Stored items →

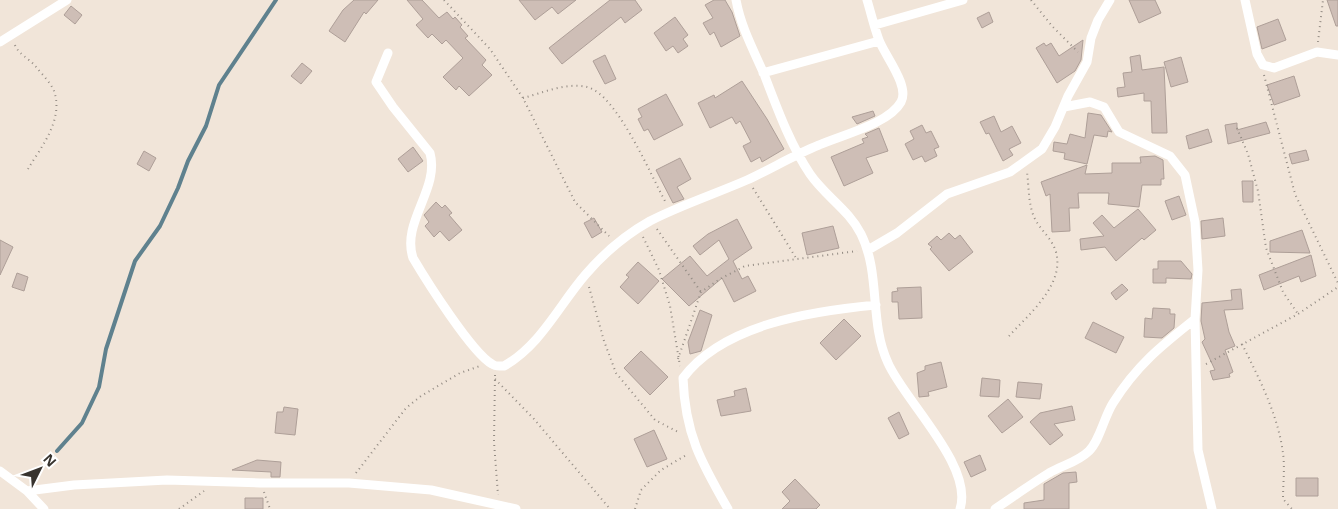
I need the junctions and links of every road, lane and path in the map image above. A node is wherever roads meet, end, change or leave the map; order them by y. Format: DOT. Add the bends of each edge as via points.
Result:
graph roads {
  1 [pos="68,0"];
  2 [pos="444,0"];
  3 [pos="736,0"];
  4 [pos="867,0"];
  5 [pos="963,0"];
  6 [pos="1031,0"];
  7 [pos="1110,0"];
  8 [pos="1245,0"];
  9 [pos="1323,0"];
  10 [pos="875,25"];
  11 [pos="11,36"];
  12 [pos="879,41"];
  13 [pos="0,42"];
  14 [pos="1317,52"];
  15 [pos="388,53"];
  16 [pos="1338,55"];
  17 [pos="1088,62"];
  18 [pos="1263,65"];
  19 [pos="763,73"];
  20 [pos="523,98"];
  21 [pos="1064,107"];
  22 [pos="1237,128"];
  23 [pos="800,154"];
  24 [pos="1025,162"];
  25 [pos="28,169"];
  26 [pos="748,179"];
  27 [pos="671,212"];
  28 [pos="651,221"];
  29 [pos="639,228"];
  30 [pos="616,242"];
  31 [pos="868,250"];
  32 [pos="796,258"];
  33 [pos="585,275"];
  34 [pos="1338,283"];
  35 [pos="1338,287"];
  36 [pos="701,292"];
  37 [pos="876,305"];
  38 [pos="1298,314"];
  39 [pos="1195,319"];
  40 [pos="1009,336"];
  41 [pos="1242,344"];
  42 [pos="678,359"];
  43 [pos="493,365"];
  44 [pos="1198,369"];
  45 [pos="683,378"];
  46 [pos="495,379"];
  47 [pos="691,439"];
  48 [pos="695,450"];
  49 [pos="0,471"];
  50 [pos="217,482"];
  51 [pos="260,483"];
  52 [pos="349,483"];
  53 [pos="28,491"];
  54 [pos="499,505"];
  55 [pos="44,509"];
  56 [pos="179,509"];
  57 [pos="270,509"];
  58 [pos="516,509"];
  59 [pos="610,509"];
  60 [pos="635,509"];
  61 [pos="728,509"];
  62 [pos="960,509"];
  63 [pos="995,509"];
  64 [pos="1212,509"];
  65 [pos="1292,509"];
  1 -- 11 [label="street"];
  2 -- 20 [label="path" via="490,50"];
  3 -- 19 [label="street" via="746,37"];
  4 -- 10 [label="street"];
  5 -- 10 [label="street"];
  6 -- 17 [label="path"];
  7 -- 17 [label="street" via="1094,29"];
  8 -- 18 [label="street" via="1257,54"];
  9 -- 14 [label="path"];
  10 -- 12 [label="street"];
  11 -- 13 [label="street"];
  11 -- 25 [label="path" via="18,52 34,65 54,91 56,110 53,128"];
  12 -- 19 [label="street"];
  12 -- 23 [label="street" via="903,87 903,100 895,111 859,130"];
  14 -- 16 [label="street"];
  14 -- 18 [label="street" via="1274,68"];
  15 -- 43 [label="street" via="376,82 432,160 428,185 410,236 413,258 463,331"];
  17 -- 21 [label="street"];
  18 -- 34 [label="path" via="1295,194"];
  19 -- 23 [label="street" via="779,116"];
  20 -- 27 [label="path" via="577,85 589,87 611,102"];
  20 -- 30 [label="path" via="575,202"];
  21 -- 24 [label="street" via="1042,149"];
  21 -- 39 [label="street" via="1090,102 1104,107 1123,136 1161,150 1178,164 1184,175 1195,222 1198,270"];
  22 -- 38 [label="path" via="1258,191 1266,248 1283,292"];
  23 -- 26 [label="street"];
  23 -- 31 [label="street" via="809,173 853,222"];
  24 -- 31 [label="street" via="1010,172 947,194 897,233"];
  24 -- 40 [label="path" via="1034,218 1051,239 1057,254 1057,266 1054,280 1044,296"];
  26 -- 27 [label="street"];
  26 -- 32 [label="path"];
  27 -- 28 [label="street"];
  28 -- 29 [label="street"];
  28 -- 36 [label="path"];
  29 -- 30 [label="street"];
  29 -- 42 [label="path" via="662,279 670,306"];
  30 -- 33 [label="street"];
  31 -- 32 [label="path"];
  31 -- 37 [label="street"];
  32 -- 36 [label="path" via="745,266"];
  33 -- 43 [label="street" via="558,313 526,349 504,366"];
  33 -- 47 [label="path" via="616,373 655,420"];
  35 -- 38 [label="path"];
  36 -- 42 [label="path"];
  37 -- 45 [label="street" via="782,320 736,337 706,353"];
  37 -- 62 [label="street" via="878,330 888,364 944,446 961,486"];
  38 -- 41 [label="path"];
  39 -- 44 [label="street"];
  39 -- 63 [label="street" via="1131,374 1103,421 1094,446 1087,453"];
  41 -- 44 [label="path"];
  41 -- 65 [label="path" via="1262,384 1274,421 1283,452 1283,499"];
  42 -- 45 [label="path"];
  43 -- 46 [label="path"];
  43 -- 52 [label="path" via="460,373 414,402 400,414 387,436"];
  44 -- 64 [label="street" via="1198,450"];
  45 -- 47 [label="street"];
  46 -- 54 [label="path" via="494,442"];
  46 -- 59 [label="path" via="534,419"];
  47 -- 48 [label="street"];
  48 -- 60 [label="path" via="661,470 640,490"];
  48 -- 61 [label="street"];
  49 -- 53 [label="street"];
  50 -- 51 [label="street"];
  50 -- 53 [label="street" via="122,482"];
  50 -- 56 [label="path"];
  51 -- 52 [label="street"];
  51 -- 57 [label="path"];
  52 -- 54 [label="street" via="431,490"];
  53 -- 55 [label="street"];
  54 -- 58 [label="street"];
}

--

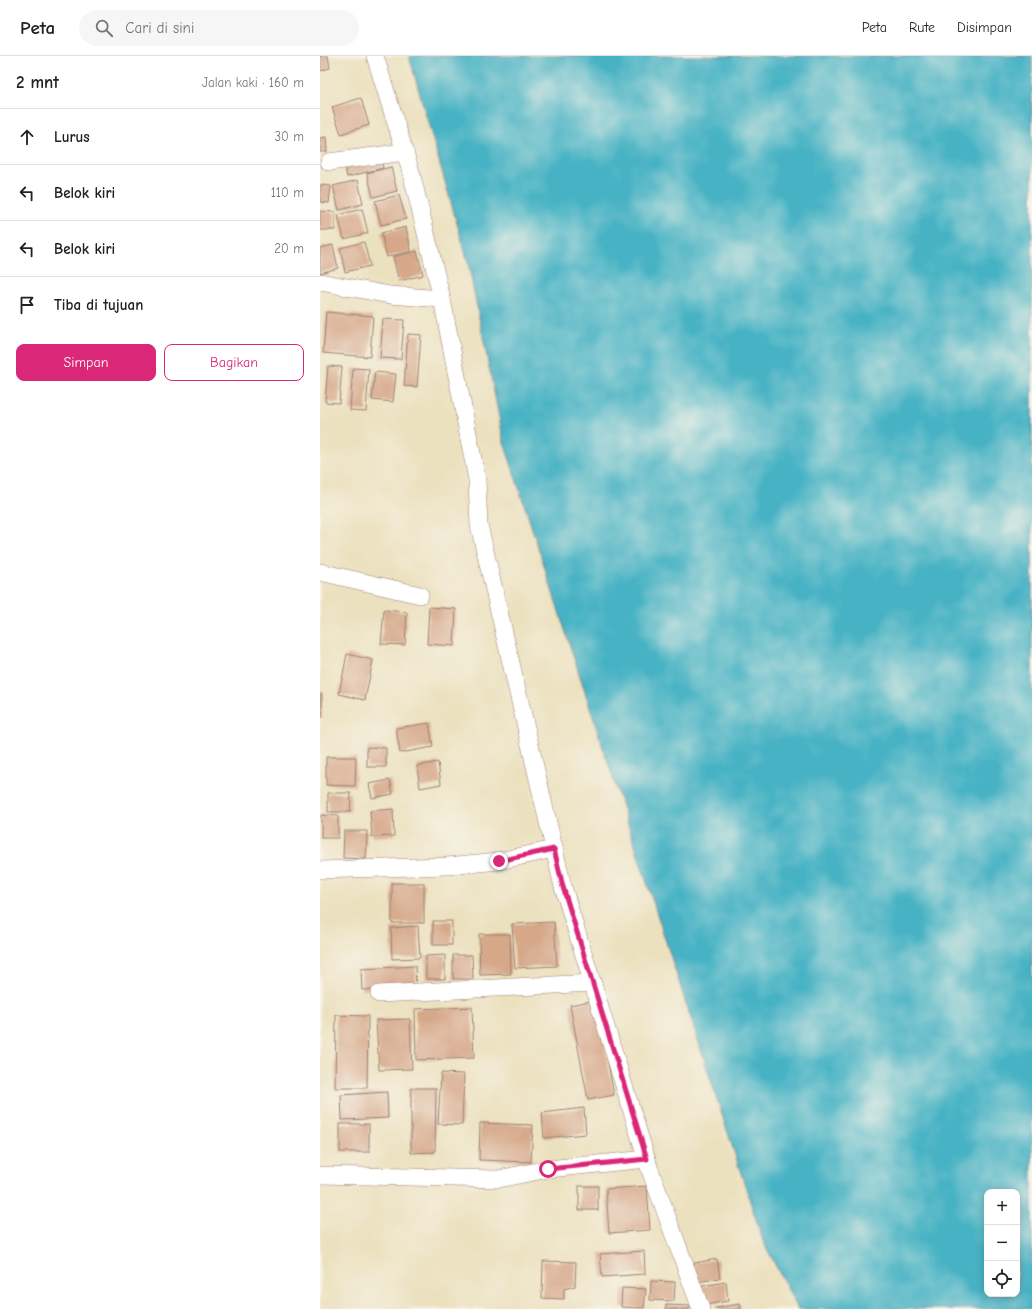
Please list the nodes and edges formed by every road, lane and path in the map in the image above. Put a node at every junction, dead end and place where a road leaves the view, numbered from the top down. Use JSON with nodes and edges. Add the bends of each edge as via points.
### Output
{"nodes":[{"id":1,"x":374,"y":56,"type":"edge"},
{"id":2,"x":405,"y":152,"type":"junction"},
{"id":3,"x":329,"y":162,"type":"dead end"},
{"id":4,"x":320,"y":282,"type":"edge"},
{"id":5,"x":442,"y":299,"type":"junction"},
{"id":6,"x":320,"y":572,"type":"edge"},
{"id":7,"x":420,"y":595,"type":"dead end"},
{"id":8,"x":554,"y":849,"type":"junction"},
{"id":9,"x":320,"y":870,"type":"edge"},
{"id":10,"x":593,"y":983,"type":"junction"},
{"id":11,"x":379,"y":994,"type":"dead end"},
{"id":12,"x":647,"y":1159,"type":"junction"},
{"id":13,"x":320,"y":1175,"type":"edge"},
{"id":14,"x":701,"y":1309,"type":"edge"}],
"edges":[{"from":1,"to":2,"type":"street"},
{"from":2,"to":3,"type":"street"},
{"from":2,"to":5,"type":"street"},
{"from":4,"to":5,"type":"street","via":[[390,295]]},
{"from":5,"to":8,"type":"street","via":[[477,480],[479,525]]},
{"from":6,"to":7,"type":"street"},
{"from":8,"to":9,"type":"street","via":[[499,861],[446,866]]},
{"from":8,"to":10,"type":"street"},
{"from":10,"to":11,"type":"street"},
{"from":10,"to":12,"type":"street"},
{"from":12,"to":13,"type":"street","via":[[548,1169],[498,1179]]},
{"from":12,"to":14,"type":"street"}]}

Brief →
Each line of the data that contains "every" belongs in the answer.

Expected answer →
I need the junctions and links of every road, lane and path in the map image above. A node is wherever roads meet, end, change or leave the map; order them by y. Format: DOT. Add the bends of each edge as via points.
Please list the nodes and edges formed by every road, lane and path in the map in the image above. Put a node at every junction, dead end and place where a road leaves the view, numbered from the top down. Use JSON with nodes and edges. Add the bends of each edge as via points.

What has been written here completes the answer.